*** Opening of Provided records ***
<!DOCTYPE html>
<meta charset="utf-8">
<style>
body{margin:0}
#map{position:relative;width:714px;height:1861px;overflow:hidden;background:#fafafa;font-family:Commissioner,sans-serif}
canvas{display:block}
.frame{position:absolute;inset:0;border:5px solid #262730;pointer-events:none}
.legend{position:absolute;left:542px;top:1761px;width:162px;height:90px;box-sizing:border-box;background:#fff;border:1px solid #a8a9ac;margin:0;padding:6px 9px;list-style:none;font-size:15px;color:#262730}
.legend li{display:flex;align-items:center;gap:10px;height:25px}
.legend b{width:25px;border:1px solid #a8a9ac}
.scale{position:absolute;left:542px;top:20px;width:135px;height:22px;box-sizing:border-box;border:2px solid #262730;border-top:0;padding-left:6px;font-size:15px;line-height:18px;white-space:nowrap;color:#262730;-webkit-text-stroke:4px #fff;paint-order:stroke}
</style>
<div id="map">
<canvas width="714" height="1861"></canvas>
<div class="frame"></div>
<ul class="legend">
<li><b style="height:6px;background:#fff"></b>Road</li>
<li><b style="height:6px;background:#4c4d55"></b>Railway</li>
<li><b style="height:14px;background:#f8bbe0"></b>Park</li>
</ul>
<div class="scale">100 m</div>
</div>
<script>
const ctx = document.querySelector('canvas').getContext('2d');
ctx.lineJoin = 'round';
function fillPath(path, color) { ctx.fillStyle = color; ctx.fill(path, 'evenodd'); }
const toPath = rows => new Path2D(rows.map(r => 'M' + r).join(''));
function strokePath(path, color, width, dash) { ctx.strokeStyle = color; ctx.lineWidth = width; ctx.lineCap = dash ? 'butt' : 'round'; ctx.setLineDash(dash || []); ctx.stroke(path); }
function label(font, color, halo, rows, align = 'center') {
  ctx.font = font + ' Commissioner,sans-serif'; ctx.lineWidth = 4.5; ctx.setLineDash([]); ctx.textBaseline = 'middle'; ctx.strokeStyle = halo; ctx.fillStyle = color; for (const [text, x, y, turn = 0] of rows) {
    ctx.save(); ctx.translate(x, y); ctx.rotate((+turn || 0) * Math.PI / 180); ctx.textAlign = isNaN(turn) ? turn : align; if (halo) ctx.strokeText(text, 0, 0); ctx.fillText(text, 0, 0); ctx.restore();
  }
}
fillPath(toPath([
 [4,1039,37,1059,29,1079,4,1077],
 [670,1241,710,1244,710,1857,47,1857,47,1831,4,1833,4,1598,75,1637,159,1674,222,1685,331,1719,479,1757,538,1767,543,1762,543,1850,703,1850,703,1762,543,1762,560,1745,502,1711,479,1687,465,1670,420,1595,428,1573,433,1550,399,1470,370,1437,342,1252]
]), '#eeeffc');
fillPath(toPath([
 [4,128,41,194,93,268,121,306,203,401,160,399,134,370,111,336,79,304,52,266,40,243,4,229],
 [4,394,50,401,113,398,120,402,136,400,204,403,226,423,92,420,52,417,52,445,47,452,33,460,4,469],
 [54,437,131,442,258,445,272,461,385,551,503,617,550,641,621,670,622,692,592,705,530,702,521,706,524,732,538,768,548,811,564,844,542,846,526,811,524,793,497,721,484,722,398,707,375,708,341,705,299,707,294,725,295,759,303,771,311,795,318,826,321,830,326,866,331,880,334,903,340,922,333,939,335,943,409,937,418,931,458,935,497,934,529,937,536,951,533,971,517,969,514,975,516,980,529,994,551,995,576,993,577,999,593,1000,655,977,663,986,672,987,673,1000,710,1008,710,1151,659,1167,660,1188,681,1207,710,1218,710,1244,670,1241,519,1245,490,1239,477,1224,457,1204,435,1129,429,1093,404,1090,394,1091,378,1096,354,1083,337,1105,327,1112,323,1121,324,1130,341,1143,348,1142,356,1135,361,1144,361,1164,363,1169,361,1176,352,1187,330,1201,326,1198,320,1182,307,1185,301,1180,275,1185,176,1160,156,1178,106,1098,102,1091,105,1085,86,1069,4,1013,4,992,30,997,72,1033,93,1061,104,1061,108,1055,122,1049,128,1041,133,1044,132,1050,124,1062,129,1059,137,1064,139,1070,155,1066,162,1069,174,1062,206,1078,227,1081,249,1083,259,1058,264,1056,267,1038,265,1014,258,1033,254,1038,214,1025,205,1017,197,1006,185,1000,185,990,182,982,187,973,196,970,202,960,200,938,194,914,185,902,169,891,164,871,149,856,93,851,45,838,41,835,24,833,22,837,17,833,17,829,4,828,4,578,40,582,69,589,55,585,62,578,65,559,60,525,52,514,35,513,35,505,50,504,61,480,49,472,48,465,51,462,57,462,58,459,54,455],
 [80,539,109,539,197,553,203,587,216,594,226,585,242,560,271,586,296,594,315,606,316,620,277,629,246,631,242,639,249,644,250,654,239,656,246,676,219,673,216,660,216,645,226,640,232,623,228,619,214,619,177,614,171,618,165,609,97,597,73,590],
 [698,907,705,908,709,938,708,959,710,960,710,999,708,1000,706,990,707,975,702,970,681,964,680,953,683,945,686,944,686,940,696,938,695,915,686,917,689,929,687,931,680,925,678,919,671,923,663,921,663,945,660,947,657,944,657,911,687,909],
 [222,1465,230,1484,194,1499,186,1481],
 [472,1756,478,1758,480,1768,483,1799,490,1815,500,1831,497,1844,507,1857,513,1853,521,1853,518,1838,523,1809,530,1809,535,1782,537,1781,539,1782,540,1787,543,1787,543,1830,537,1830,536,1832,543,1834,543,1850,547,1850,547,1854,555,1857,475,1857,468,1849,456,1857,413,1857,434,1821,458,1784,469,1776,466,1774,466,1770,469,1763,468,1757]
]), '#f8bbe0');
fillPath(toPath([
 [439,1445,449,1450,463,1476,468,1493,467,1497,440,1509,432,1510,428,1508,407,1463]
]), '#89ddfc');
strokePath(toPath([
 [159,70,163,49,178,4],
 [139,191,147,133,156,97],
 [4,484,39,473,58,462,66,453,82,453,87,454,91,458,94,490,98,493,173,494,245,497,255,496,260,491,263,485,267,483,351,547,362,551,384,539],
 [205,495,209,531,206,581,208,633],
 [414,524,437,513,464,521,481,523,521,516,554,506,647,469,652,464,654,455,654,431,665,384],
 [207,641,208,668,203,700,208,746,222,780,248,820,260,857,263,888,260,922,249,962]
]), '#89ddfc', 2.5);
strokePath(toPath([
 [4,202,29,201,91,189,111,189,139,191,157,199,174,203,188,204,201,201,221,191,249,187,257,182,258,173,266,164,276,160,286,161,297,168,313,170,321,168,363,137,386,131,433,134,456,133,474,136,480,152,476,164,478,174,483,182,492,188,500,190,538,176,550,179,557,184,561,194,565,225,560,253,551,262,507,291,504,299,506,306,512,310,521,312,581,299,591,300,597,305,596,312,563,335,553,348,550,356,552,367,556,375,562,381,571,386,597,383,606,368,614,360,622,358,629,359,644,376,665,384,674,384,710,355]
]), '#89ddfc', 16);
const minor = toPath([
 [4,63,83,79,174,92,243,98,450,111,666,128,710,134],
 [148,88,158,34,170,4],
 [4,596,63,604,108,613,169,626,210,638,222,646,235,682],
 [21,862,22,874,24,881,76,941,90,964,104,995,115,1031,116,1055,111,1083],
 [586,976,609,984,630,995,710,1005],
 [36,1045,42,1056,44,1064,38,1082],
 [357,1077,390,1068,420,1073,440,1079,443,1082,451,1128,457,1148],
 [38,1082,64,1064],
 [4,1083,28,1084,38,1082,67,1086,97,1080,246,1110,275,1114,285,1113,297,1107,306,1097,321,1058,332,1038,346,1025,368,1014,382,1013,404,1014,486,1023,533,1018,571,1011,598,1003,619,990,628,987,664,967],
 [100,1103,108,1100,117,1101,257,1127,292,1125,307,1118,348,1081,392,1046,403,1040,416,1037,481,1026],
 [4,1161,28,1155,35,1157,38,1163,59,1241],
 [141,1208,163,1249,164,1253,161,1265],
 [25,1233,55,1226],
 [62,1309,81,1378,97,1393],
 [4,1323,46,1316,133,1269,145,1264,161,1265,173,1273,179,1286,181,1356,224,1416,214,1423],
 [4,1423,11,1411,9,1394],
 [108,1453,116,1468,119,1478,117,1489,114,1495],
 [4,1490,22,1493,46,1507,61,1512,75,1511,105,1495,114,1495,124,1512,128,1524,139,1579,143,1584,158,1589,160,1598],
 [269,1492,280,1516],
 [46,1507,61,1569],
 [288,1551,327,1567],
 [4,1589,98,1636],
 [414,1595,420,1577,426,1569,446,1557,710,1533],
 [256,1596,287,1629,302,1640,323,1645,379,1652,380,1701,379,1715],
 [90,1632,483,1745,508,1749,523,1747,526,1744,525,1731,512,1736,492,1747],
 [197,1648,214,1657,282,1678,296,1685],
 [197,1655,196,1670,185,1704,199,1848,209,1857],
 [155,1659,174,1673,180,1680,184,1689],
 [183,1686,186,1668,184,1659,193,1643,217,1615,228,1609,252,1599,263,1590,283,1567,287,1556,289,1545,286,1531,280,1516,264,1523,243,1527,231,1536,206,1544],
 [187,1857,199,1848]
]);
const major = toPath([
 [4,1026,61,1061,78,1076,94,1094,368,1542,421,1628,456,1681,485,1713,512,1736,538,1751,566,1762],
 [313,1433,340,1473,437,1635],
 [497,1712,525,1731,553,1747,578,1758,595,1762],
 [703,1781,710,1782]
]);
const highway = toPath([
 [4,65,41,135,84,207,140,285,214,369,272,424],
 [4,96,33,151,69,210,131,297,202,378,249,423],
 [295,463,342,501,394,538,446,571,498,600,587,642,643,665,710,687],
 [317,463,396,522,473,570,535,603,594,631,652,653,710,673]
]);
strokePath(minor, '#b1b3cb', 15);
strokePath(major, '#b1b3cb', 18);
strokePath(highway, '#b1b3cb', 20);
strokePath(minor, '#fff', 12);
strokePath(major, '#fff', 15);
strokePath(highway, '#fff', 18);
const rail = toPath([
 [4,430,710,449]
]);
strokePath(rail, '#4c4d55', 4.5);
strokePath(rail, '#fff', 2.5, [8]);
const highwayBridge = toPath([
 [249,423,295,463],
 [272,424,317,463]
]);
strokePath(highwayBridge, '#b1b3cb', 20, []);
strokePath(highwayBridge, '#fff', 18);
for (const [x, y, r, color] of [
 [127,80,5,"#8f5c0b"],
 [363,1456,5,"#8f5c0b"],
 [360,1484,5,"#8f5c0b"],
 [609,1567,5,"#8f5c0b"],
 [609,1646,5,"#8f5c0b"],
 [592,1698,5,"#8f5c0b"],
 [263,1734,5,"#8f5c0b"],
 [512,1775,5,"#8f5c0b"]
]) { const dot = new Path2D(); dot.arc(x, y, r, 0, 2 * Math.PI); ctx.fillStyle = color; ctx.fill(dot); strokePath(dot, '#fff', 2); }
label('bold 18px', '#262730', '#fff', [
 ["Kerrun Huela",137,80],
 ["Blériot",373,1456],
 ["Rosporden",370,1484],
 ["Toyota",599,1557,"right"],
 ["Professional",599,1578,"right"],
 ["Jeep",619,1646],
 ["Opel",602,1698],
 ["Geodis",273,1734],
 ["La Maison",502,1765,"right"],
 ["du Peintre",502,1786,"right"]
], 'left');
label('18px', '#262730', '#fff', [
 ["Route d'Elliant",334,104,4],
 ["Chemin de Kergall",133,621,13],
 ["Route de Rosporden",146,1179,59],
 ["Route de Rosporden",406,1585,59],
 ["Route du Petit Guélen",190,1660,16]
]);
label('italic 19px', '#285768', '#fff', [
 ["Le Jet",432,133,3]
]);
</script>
*** Close of Provided records ***
(Problem to solve) Check each line of the entries for "setLineDash" and copy those that have it.

(Response box)
function strokePath(path, color, width, dash) { ctx.strokeStyle = color; ctx.lineWidth = width; ctx.lineCap = dash ? 'butt' : 'round'; ctx.setLineDash(dash || []); ctx.stroke(path); }
  ctx.font = font + ' Commissioner,sans-serif'; ctx.lineWidth = 4.5; ctx.setLineDash([]); ctx.textBaseline = 'middle'; ctx.strokeStyle = halo; ctx.fillStyle = color; for (const [text, x, y, turn = 0] of rows) {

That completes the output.